■ **Your task**
Within the records below, reproduce without change the lines from the line that has "cairo_new_sub_path(cr);" through the line that has "static void draw(void)", and only those.

Stored data:
——

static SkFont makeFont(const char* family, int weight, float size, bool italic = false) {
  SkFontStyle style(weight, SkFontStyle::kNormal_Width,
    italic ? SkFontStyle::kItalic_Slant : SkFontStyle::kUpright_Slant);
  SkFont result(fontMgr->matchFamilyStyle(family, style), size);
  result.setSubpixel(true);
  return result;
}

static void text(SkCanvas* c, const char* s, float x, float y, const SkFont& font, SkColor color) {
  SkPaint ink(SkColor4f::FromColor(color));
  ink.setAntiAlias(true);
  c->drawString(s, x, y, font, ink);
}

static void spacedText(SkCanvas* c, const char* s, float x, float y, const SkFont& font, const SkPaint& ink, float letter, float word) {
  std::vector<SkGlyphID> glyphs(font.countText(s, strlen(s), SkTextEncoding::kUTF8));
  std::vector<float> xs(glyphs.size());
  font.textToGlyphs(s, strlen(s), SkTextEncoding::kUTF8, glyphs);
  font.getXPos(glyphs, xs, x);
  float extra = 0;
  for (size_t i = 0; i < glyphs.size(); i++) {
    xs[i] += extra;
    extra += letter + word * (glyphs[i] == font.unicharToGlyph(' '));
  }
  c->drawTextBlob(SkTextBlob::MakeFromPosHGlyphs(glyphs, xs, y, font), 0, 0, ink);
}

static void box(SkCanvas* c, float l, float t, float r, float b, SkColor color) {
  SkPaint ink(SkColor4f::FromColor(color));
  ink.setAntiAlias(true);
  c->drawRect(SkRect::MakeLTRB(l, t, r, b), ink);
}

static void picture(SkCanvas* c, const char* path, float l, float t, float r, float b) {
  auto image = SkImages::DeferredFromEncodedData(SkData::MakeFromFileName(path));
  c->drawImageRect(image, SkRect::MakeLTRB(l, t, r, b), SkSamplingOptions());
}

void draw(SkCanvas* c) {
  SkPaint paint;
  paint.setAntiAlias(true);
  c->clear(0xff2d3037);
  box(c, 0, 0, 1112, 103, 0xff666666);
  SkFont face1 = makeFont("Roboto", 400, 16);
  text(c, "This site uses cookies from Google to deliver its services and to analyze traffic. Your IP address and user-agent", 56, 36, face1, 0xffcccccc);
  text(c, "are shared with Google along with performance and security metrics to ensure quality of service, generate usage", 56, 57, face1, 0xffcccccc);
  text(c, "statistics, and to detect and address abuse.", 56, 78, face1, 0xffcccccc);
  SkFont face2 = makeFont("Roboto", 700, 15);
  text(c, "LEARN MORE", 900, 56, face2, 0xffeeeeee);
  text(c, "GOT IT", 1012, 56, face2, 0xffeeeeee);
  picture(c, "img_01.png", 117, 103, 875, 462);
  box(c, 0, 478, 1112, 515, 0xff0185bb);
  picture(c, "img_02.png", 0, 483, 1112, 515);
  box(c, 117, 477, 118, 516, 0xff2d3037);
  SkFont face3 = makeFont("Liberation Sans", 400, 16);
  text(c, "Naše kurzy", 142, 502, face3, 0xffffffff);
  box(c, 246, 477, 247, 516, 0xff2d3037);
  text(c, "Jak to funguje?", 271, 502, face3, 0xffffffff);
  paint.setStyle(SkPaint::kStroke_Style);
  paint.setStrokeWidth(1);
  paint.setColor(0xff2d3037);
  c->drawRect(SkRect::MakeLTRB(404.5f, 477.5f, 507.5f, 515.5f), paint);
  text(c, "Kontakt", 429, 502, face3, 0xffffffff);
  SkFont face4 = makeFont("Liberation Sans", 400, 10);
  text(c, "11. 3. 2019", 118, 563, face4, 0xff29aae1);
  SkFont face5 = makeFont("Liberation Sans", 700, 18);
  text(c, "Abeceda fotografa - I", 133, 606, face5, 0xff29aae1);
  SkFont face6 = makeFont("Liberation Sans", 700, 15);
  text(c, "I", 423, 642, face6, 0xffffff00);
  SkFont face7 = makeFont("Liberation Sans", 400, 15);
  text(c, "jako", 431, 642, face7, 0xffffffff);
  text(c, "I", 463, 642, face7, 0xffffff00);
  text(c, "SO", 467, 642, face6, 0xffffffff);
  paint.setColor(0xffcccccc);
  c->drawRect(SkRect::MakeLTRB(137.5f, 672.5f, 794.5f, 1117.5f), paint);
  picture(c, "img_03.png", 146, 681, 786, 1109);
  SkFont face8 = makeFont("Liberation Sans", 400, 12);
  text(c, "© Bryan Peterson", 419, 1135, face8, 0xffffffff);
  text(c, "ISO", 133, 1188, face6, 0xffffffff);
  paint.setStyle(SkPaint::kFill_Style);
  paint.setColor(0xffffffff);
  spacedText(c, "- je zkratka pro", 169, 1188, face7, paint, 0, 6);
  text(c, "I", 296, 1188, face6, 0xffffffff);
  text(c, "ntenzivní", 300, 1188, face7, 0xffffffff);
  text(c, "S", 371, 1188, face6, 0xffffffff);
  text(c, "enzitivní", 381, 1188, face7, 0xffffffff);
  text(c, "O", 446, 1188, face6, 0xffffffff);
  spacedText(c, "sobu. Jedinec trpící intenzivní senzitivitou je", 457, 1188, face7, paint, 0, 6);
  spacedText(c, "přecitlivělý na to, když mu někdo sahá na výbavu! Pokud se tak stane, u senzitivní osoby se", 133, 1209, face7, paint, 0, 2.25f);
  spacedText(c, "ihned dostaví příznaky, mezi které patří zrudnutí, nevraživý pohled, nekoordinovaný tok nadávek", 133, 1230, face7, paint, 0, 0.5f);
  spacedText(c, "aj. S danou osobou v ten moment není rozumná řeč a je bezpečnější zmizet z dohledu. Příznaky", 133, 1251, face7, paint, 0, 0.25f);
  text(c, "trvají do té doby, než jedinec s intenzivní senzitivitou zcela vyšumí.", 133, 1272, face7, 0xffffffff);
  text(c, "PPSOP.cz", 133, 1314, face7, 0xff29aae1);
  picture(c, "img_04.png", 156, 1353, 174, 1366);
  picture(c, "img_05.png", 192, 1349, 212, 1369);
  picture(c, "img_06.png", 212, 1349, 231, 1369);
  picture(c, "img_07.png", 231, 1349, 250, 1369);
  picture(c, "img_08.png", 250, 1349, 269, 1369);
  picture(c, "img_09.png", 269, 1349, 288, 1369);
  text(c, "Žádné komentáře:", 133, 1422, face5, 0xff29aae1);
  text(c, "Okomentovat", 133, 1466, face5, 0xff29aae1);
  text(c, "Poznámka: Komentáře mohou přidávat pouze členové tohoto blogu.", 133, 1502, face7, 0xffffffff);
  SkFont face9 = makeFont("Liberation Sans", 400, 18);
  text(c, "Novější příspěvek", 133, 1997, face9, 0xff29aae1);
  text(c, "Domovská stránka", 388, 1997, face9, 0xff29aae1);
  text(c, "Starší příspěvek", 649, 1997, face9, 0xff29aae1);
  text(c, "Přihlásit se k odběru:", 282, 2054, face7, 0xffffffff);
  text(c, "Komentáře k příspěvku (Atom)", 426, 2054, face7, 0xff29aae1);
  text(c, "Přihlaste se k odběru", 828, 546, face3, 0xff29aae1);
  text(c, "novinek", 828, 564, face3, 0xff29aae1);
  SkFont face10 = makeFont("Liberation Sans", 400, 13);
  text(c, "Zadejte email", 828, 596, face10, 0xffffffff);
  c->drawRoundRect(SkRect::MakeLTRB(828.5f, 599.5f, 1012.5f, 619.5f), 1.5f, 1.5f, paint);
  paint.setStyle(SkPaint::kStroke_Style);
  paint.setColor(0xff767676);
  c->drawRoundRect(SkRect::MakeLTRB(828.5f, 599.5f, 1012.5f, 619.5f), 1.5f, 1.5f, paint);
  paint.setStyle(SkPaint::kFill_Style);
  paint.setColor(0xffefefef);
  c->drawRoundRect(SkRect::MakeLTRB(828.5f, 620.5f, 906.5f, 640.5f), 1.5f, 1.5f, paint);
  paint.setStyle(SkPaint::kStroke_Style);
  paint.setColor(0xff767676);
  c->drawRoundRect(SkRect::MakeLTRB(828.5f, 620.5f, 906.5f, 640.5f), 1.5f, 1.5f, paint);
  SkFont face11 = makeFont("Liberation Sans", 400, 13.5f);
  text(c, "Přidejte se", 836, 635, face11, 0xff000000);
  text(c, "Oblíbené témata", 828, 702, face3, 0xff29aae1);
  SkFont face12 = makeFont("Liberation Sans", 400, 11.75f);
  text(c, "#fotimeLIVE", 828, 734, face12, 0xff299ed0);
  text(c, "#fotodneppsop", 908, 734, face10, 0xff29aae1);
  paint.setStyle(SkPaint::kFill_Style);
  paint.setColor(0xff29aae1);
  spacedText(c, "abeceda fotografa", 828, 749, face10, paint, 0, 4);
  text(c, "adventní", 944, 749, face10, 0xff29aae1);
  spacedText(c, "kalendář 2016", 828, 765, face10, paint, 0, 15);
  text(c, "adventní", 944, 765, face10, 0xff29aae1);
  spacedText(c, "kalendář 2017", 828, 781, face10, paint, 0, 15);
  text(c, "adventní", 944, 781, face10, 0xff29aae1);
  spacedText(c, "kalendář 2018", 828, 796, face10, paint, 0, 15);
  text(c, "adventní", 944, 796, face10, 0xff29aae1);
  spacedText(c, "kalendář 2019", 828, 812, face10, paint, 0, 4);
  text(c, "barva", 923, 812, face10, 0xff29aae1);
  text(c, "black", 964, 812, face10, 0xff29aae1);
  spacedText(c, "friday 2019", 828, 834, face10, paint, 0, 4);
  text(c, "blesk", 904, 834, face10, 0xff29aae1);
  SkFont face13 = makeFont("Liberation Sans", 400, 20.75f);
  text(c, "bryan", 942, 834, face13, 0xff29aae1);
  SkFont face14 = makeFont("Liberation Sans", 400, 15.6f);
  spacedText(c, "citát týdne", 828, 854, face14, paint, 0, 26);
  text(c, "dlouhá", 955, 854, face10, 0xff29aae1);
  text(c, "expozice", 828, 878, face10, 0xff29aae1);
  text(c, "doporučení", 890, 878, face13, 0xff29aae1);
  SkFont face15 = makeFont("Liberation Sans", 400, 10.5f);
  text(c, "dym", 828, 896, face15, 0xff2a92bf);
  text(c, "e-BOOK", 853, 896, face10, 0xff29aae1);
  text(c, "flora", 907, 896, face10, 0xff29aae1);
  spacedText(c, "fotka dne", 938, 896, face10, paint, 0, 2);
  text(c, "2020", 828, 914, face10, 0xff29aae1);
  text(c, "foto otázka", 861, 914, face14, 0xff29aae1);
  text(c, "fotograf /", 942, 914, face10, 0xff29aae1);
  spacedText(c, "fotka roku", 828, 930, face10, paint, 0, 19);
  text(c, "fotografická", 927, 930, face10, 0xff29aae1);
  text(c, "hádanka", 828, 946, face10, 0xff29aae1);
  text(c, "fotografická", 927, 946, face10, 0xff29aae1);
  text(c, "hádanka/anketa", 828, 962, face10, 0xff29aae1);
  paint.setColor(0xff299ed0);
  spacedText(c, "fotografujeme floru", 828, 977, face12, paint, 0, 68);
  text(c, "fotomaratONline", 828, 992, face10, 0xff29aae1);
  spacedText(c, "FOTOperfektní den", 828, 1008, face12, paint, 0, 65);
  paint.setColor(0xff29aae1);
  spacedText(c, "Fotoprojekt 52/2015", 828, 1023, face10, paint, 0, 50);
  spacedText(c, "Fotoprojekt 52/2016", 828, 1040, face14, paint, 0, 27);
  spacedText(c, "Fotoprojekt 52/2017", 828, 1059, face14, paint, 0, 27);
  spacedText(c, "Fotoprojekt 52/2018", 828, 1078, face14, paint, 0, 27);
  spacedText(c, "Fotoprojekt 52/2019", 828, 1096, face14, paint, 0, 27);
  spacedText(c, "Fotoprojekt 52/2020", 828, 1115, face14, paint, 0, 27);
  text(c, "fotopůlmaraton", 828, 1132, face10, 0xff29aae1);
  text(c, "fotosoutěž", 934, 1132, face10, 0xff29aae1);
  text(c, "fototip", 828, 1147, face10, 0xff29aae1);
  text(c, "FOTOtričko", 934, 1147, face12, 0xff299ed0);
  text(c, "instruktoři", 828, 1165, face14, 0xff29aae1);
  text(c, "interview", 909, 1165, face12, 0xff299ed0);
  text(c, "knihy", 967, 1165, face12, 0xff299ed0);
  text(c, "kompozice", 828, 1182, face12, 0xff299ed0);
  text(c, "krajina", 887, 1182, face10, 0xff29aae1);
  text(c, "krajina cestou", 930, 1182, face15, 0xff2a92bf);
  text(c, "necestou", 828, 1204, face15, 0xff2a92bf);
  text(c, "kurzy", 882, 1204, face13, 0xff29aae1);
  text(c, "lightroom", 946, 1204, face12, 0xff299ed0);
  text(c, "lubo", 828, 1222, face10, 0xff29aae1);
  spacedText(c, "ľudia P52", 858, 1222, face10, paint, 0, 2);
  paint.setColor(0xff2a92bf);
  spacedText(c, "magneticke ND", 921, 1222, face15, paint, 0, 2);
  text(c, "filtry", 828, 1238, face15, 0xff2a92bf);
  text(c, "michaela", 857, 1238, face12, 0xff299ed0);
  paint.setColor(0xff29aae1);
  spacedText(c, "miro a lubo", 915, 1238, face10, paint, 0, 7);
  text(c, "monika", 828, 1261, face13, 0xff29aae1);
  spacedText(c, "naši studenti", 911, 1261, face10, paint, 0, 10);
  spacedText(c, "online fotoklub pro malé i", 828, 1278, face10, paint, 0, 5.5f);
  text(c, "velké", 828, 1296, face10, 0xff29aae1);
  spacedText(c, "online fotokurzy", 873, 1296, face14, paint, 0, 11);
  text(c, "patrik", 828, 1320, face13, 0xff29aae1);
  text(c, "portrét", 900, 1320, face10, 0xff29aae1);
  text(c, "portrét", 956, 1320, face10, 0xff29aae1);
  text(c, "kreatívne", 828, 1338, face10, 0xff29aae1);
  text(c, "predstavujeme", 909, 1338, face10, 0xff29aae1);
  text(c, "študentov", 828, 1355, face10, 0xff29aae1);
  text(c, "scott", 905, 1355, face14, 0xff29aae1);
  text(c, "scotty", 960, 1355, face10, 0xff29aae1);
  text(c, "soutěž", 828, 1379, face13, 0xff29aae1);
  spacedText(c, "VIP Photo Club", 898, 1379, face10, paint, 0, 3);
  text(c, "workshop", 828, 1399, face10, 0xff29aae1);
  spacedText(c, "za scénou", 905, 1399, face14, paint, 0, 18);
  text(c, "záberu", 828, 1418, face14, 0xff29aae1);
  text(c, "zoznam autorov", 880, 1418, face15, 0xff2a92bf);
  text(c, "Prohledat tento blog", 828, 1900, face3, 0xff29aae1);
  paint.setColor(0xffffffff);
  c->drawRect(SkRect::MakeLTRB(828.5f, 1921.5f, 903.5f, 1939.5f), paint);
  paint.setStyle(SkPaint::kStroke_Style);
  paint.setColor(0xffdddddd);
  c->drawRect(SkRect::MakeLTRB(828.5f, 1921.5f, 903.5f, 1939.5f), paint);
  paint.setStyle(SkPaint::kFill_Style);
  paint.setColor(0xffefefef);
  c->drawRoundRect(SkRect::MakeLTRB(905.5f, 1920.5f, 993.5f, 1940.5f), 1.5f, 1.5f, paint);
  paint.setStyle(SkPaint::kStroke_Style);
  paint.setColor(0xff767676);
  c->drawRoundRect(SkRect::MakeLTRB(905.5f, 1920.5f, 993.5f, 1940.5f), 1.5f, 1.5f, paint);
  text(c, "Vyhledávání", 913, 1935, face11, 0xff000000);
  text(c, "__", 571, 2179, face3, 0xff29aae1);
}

——

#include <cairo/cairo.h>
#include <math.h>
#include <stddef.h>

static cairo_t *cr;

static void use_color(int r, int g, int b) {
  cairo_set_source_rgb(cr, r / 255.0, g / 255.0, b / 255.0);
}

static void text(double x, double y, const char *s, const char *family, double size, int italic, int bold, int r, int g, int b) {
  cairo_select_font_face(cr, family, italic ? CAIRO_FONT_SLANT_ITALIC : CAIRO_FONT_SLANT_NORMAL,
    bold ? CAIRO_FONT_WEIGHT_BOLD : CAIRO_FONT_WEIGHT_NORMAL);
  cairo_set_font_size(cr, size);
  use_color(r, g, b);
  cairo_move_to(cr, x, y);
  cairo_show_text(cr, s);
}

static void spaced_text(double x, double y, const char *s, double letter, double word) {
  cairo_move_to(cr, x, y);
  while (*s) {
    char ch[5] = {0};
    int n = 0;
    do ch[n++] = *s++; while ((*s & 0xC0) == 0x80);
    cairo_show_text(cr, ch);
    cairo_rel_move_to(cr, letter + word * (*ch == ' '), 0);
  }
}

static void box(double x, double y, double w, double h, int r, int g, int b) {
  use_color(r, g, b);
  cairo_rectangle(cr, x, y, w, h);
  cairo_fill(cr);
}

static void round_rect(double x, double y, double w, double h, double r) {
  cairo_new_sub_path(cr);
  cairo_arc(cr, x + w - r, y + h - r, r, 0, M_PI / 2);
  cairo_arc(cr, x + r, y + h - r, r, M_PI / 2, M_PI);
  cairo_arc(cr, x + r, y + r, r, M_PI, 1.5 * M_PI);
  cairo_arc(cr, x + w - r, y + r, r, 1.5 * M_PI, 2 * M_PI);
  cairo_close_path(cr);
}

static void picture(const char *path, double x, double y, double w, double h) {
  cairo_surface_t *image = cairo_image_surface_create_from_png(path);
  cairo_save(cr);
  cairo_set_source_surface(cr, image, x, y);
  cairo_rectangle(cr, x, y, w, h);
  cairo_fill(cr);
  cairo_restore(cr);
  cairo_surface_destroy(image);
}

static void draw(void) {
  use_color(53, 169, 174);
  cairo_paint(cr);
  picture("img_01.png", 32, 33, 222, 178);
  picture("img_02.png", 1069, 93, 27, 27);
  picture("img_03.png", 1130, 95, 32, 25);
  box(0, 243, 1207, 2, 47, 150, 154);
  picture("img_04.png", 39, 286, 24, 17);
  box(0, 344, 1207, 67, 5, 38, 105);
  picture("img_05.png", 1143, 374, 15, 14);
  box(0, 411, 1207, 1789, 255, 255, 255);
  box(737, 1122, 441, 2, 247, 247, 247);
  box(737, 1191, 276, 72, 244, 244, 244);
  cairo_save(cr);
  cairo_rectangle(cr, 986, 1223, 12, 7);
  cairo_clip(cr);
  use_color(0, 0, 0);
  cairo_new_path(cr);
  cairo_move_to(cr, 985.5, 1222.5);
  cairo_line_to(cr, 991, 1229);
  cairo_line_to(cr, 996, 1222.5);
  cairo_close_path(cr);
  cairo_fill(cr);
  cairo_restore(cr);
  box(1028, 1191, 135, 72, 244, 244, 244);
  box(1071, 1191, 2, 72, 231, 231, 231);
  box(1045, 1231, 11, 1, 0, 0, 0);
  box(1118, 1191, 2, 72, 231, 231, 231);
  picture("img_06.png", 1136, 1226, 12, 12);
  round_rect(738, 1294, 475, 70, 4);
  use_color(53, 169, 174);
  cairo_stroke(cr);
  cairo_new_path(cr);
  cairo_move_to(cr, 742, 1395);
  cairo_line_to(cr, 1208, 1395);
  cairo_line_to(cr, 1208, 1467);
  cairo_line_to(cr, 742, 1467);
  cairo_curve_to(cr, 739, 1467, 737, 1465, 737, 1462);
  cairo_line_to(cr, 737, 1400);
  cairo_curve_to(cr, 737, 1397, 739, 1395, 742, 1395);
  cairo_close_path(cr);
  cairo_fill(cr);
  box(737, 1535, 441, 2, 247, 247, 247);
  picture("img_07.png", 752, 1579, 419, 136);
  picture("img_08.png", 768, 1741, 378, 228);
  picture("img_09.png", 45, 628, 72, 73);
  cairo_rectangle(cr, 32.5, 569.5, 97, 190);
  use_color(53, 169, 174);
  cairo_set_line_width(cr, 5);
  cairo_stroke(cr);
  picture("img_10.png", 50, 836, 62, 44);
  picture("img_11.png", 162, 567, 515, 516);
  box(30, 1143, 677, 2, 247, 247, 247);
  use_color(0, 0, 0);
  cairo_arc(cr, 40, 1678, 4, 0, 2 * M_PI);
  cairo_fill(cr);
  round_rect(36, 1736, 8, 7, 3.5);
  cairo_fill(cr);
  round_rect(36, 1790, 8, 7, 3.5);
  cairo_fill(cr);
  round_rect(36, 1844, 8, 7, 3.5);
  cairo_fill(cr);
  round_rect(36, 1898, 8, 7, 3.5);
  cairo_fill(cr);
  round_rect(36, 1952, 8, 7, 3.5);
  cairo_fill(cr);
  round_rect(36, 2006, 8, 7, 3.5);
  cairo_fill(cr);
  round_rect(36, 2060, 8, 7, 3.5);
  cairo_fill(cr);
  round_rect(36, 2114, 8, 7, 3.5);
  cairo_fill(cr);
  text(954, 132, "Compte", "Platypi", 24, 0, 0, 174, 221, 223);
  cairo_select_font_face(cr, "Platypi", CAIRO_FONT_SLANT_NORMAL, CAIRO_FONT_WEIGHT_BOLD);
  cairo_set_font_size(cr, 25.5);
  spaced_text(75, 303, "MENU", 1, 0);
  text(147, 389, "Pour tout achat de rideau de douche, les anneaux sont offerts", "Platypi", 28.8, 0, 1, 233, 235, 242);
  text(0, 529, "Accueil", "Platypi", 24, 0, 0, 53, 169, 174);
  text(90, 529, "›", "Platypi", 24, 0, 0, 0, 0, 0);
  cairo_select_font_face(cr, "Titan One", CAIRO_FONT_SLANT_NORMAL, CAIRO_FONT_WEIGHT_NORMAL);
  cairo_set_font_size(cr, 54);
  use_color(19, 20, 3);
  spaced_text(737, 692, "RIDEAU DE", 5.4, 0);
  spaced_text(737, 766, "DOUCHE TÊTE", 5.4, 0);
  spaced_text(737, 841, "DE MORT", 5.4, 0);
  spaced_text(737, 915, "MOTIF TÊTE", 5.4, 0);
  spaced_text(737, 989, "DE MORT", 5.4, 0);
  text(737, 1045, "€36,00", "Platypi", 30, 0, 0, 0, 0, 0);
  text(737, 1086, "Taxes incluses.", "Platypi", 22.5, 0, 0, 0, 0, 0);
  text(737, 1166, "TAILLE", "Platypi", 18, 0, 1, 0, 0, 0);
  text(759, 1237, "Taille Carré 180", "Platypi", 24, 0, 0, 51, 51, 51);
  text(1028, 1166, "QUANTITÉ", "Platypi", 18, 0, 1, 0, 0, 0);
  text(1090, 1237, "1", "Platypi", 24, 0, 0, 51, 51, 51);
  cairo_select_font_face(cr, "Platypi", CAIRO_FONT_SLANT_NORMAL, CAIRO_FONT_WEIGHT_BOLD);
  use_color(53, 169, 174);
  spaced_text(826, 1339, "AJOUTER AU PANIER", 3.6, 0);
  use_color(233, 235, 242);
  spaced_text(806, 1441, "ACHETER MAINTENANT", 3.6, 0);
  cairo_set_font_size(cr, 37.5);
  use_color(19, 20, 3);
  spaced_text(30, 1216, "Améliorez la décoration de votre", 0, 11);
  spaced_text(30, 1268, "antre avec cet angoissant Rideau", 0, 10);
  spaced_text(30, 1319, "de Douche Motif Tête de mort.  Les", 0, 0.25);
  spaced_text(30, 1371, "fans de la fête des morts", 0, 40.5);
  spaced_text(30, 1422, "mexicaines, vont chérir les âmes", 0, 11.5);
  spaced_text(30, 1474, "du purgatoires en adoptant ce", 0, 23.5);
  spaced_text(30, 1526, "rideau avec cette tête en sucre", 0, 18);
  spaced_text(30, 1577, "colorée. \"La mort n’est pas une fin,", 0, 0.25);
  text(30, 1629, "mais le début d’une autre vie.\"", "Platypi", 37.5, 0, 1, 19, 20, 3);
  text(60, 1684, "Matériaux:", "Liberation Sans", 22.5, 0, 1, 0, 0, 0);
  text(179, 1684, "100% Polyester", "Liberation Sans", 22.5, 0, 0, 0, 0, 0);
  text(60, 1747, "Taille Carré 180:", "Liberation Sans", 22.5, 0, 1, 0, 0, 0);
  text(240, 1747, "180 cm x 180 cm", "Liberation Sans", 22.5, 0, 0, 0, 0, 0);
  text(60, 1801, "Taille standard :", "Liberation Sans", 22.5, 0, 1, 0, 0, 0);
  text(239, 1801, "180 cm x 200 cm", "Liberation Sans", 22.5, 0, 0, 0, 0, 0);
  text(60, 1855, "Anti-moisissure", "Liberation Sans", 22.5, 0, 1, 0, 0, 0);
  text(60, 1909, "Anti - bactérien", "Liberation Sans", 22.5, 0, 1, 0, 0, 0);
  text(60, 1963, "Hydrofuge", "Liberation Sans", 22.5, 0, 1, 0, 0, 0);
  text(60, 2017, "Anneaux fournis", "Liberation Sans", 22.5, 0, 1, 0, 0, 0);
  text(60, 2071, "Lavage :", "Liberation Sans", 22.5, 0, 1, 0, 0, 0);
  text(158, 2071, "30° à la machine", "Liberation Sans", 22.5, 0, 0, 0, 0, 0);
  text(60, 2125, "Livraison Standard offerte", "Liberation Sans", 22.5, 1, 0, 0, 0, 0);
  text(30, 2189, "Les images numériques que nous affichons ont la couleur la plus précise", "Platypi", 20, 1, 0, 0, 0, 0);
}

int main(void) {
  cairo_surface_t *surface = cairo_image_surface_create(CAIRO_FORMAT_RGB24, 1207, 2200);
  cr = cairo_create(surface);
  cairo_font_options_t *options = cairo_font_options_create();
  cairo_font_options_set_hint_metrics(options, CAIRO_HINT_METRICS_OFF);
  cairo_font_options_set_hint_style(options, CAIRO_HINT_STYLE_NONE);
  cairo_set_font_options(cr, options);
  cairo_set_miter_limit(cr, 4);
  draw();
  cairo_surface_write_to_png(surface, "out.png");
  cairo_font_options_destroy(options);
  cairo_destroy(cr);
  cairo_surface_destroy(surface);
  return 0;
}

——

■ **Written answer**
  cairo_new_sub_path(cr);
  cairo_arc(cr, x + w - r, y + h - r, r, 0, M_PI / 2);
  cairo_arc(cr, x + r, y + h - r, r, M_PI / 2, M_PI);
  cairo_arc(cr, x + r, y + r, r, M_PI, 1.5 * M_PI);
  cairo_arc(cr, x + w - r, y + r, r, 1.5 * M_PI, 2 * M_PI);
  cairo_close_path(cr);
}

static void picture(const char *path, double x, double y, double w, double h) {
  cairo_surface_t *image = cairo_image_surface_create_from_png(path);
  cairo_save(cr);
  cairo_set_source_surface(cr, image, x, y);
  cairo_rectangle(cr, x, y, w, h);
  cairo_fill(cr);
  cairo_restore(cr);
  cairo_surface_destroy(image);
}

static void draw(void) {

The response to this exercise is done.